(Collected data entries)
****************
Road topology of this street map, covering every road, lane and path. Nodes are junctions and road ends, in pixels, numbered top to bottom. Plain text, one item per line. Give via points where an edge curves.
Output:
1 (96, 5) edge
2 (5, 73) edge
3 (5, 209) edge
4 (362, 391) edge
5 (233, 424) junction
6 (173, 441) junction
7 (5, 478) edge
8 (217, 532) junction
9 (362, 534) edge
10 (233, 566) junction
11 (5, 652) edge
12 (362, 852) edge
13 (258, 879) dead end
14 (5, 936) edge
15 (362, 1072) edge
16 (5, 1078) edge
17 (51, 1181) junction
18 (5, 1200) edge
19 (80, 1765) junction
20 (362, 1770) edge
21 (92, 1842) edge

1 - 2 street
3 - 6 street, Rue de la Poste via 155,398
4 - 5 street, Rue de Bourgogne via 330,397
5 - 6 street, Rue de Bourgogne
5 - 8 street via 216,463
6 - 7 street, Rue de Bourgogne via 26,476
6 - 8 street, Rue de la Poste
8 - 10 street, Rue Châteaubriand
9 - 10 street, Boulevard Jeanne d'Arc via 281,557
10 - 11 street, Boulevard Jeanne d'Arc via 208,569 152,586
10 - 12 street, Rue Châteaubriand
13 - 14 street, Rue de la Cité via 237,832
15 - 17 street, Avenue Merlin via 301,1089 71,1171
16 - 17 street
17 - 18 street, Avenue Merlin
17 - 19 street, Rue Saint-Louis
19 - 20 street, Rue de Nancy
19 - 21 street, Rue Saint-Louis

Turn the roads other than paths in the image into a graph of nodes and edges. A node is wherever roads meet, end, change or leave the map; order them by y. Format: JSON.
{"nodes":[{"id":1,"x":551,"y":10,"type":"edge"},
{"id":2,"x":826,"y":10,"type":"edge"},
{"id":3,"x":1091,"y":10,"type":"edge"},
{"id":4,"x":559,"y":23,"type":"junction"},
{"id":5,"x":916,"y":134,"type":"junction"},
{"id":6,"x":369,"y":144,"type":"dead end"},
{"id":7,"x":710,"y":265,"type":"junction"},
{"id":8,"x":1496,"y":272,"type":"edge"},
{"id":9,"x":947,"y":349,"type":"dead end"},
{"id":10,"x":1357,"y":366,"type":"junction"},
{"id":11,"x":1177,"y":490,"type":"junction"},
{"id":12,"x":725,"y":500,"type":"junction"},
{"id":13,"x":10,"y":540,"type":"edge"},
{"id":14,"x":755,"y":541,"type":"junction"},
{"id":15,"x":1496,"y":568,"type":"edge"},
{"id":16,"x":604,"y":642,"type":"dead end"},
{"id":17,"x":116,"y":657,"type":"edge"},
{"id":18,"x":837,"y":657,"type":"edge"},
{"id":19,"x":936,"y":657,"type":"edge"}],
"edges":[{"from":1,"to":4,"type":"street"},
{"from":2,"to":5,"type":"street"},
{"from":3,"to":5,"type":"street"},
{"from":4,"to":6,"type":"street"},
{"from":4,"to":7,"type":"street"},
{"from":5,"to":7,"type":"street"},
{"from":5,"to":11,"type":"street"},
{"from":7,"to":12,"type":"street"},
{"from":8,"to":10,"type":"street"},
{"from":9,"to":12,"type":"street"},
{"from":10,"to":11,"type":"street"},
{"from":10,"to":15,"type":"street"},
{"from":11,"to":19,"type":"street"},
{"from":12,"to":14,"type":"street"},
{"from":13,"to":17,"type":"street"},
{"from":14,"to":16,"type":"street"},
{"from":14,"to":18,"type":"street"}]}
****************
● Problem requirements:
Print every record exactly as it was given.

● Solution for this exercise:
Road topology of this street map, covering every road, lane and path. Nodes are junctions and road ends, in pixels, numbered top to bottom. Plain text, one item per line. Give via points where an edge curves.
Output:
1 (96, 5) edge
2 (5, 73) edge
3 (5, 209) edge
4 (362, 391) edge
5 (233, 424) junction
6 (173, 441) junction
7 (5, 478) edge
8 (217, 532) junction
9 (362, 534) edge
10 (233, 566) junction
11 (5, 652) edge
12 (362, 852) edge
13 (258, 879) dead end
14 (5, 936) edge
15 (362, 1072) edge
16 (5, 1078) edge
17 (51, 1181) junction
18 (5, 1200) edge
19 (80, 1765) junction
20 (362, 1770) edge
21 (92, 1842) edge

1 - 2 street
3 - 6 street, Rue de la Poste via 155,398
4 - 5 street, Rue de Bourgogne via 330,397
5 - 6 street, Rue de Bourgogne
5 - 8 street via 216,463
6 - 7 street, Rue de Bourgogne via 26,476
6 - 8 street, Rue de la Poste
8 - 10 street, Rue Châteaubriand
9 - 10 street, Boulevard Jeanne d'Arc via 281,557
10 - 11 street, Boulevard Jeanne d'Arc via 208,569 152,586
10 - 12 street, Rue Châteaubriand
13 - 14 street, Rue de la Cité via 237,832
15 - 17 street, Avenue Merlin via 301,1089 71,1171
16 - 17 street
17 - 18 street, Avenue Merlin
17 - 19 street, Rue Saint-Louis
19 - 20 street, Rue de Nancy
19 - 21 street, Rue Saint-Louis

Turn the roads other than paths in the image into a graph of nodes and edges. A node is wherever roads meet, end, change or leave the map; order them by y. Format: JSON.
{"nodes":[{"id":1,"x":551,"y":10,"type":"edge"},
{"id":2,"x":826,"y":10,"type":"edge"},
{"id":3,"x":1091,"y":10,"type":"edge"},
{"id":4,"x":559,"y":23,"type":"junction"},
{"id":5,"x":916,"y":134,"type":"junction"},
{"id":6,"x":369,"y":144,"type":"dead end"},
{"id":7,"x":710,"y":265,"type":"junction"},
{"id":8,"x":1496,"y":272,"type":"edge"},
{"id":9,"x":947,"y":349,"type":"dead end"},
{"id":10,"x":1357,"y":366,"type":"junction"},
{"id":11,"x":1177,"y":490,"type":"junction"},
{"id":12,"x":725,"y":500,"type":"junction"},
{"id":13,"x":10,"y":540,"type":"edge"},
{"id":14,"x":755,"y":541,"type":"junction"},
{"id":15,"x":1496,"y":568,"type":"edge"},
{"id":16,"x":604,"y":642,"type":"dead end"},
{"id":17,"x":116,"y":657,"type":"edge"},
{"id":18,"x":837,"y":657,"type":"edge"},
{"id":19,"x":936,"y":657,"type":"edge"}],
"edges":[{"from":1,"to":4,"type":"street"},
{"from":2,"to":5,"type":"street"},
{"from":3,"to":5,"type":"street"},
{"from":4,"to":6,"type":"street"},
{"from":4,"to":7,"type":"street"},
{"from":5,"to":7,"type":"street"},
{"from":5,"to":11,"type":"street"},
{"from":7,"to":12,"type":"street"},
{"from":8,"to":10,"type":"street"},
{"from":9,"to":12,"type":"street"},
{"from":10,"to":11,"type":"street"},
{"from":10,"to":15,"type":"street"},
{"from":11,"to":19,"type":"street"},
{"from":12,"to":14,"type":"street"},
{"from":13,"to":17,"type":"street"},
{"from":14,"to":16,"type":"street"},
{"from":14,"to":18,"type":"street"}]}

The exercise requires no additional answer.